**Saved data entries:**
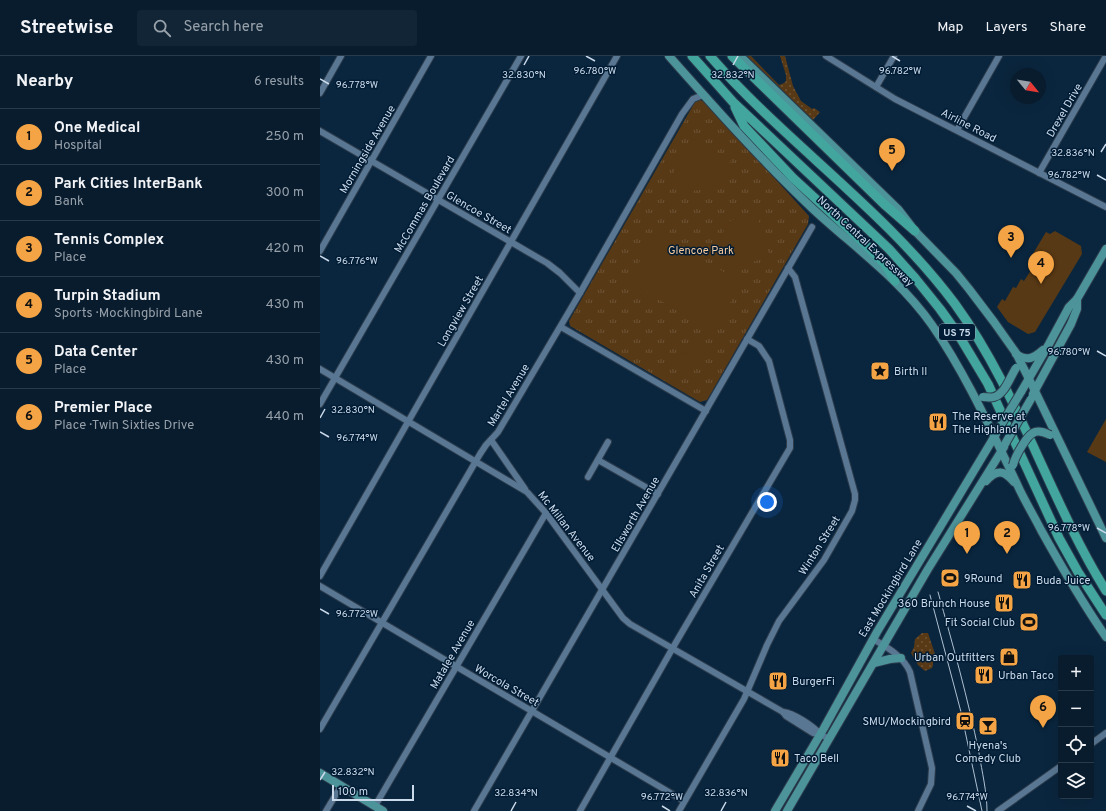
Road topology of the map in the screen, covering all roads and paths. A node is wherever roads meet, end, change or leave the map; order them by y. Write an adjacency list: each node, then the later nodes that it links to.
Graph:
1 (341, 56): 15 (street)
2 (431, 56): 20 (street, Morningside Avenue)
3 (520, 56): 22 (street, McCommas Boulevard)
4 (617, 56): 26 (street, Longview Street)
5 (669, 56): 16 (main road, North Central Expressway)
6 (692, 56): 17 (highway, North Central Expressway / US 75)
7 (710, 56): 65 (highway, North Central Expressway / US 75)
8 (732, 56): 25 (highway)
9 (740, 56): 25 (main road)
10 (826, 56): 14 (street, Airline Road)
11 (894, 56): 14 (street)
12 (999, 56): 18 (street)
13 (1104, 58): 21 (street, Drexel Drive)
14 (876, 87): 18 (street, Airline Road)
15 (320, 93)
16 (703, 95): 30 (main road, North Central Expressway); 31 (street, Martel Avenue)
17 (733, 102): 30 (highway); 68 (highway, North Central Expressway / US 75)
18 (957, 130): 21 (street, Airline Road)
19 (320, 131): 20 (street, Glencoe Street)
20 (372, 161): 22 (street, Glencoe Street); 28 (street, Morningside Avenue)
21 (1039, 173): 23 (street, Airline Road)
22 (438, 200): 26 (street, Glencoe Street); 38 (street, McCommas Boulevard)
23 (1106, 207)
24 (812, 227): 29 (street, Ellsworth Avenue)
25 (915, 231): 36 (main road)
26 (511, 242): 31 (street, Glencoe Street); 44 (street, Longview Street)
27 (1106, 249): 32 (main road)
28 (320, 251)
29 (788, 268): 34 (street, Ellsworth Avenue); 79 (street, Winton Street)
30 (895, 282): 40 (main road, North Central Expressway)
31 (580, 293): 33 (street, Martel Avenue)
32 (1077, 300): 35 (main road, East Mockingbird Lane); 41 (main road, East Mockingbird Lane)
33 (560, 327): 43 (street); 46 (street, Martel Avenue)
34 (747, 339): 43 (street, Ellsworth Avenue); 73 (street, Anita Street)
35 (1049, 344): 36 (main road); 39 (main road, East Mockingbird Lane)
36 (1016, 353): 39 (main road); 40 (main road, bridge)
37 (320, 369): 38 (street, Mc Millan Avenue)
38 (335, 378): 42 (street, McCommas Boulevard); 44 (street, Mc Millan Avenue)
39 (1028, 379): 41 (main road); 45 (main road, East Mockingbird Lane, bridge)
40 (972, 391): 45 (main road, North Central Expressway)
41 (1035, 391): 48 (main road); 49 (main road, East Mockingbird Lane, bridge)
42 (320, 404)
43 (706, 411): 57 (street, Ellsworth Avenue)
44 (409, 421): 51 (street, Mc Millan Avenue); 62 (street, Longview Street)
45 (996, 433): 49 (main road, North Central Expressway); 59 (main road, East Mockingbird Lane)
46 (491, 440): 51 (street, Martel Avenue); 55 (street)
47 (608, 442): 50 (street)
48 (1060, 442): 52 (main road, bridge); 61 (main road)
49 (1003, 447): 52 (main road, North Central Expressway); 56 (main road, East Mockingbird Lane)
50 (598, 460): 53 (street); 57 (street)
51 (476, 461): 55 (street, Mc Millan Avenue); 69 (street, Martel Avenue)
52 (1012, 468): 54 (main road, North Central Expressway)
53 (588, 477)
54 (1017, 485): 56 (main road); 70 (main road, North Central Expressway)
55 (527, 492): 58 (street, Mc Millan Avenue)
56 (976, 492): 60 (main road, East Mockingbird Lane)
57 (658, 494): 64 (street, Ellsworth Avenue)
58 (546, 513): 64 (street, Mc Millan Avenue); 76 (street, Matalee Avenue)
59 (940, 526): 60 (main road); 66 (main road, East Mockingbird Lane)
60 (951, 532): 67 (main road, East Mockingbird Lane)
61 (1106, 538)
62 (320, 576)
63 (320, 586): 69 (street, Worcola Street)
64 (603, 590): 73 (street, Mc Millan Avenue); 80 (street, Ellsworth Avenue)
65 (1106, 591)
66 (898, 596): 67 (main road); 71 (main road, East Mockingbird Lane)
67 (909, 603): 72 (main road, East Mockingbird Lane)
68 (1106, 615)
69 (382, 622): 76 (street, Worcola Street); 81 (street, Martel Avenue)
70 (1106, 637)
71 (873, 640): 72 (street); 77 (main road, East Mockingbird Lane)
72 (884, 646): 74 (street); 75 (main road, East Mockingbird Lane)
73 (672, 649): 79 (street, Mc Millan Avenue); 86 (street, Anita Street)
74 (901, 658): 75 (main road); 94 (street)
75 (874, 663): 78 (main road, East Mockingbird Lane)
76 (456, 667): 80 (street, Worcola Street); 91 (street, Matalee Avenue)
77 (851, 680): 78 (main road); 83 (main road, East Mockingbird Lane)
78 (861, 685): 84 (main road, East Mockingbird Lane)
79 (747, 692): 83 (street, Mc Millan Avenue); 90 (street, Winton Street)
80 (532, 711): 86 (street, Worcola Street); 97 (street, Ellsworth Avenue)
81 (320, 729)
82 (1106, 733): 85 (street)
83 (820, 734): 84 (street, Mc Millan Avenue); 93 (main road, East Mockingbird Lane)
84 (829, 739): 100 (main road, East Mockingbird Lane)
85 (1094, 742)
86 (611, 758): 90 (street, Worcola Street); 98 (street, Anita Street)
87 (1058, 768): 92 (street)
88 (320, 773): 89 (main road)
89 (341, 786): 91 (main road); 95 (street)
90 (684, 801): 99 (street, Winton Street)
91 (375, 806): 96 (main road)
92 (1000, 809)
93 (778, 810)
94 (920, 810)
95 (326, 811)
96 (383, 811)
97 (474, 811)
98 (580, 811)
99 (679, 811)
100 (787, 811)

**Exercise:**
Please copy every line from the entries that includes the word "bridge".

**Your response:**
36 (1016, 353): 39 (main road); 40 (main road, bridge)
39 (1028, 379): 41 (main road); 45 (main road, East Mockingbird Lane, bridge)
41 (1035, 391): 48 (main road); 49 (main road, East Mockingbird Lane, bridge)
48 (1060, 442): 52 (main road, bridge); 61 (main road)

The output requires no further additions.